▶ _AIM OF THE EXERCISE_
Lines from the listing that hold the string "Дідів" are what you should return.

▶ _DATA FOR THE TASK_
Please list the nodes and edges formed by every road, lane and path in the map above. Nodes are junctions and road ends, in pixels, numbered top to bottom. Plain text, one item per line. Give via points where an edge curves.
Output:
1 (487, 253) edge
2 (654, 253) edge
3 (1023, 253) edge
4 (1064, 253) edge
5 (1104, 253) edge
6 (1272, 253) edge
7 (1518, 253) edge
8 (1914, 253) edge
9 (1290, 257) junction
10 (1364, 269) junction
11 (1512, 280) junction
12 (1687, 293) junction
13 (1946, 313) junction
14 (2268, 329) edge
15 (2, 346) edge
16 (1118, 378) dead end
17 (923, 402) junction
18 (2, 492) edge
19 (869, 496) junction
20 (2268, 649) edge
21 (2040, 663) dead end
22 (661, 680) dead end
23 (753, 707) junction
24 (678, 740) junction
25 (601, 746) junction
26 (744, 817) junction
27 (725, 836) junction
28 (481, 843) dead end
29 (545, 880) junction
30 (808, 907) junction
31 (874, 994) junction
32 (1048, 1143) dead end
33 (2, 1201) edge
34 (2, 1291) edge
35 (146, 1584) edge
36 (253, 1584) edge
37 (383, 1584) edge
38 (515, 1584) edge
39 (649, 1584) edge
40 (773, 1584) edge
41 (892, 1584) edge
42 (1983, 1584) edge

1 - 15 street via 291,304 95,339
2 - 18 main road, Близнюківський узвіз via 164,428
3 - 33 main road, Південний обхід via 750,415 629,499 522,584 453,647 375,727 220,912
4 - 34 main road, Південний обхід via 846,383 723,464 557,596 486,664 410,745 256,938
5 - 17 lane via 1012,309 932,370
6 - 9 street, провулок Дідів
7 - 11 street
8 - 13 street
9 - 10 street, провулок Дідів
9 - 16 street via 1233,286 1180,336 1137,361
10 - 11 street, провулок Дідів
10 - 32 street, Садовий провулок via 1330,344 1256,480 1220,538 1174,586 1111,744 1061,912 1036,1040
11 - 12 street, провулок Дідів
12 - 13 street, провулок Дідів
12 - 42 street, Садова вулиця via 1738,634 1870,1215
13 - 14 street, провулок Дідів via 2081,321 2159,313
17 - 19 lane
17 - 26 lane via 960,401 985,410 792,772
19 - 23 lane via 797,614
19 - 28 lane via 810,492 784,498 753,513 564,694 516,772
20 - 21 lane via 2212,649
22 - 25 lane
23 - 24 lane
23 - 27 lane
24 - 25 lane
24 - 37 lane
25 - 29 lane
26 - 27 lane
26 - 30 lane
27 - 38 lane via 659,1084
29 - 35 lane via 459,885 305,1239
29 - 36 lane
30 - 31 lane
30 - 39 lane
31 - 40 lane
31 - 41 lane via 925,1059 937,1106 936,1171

▶ _THE ANSWER_
6 - 9 street, провулок Дідів
9 - 10 street, провулок Дідів
10 - 11 street, провулок Дідів
11 - 12 street, провулок Дідів
12 - 13 street, провулок Дідів
13 - 14 street, провулок Дідів via 2081,321 2159,313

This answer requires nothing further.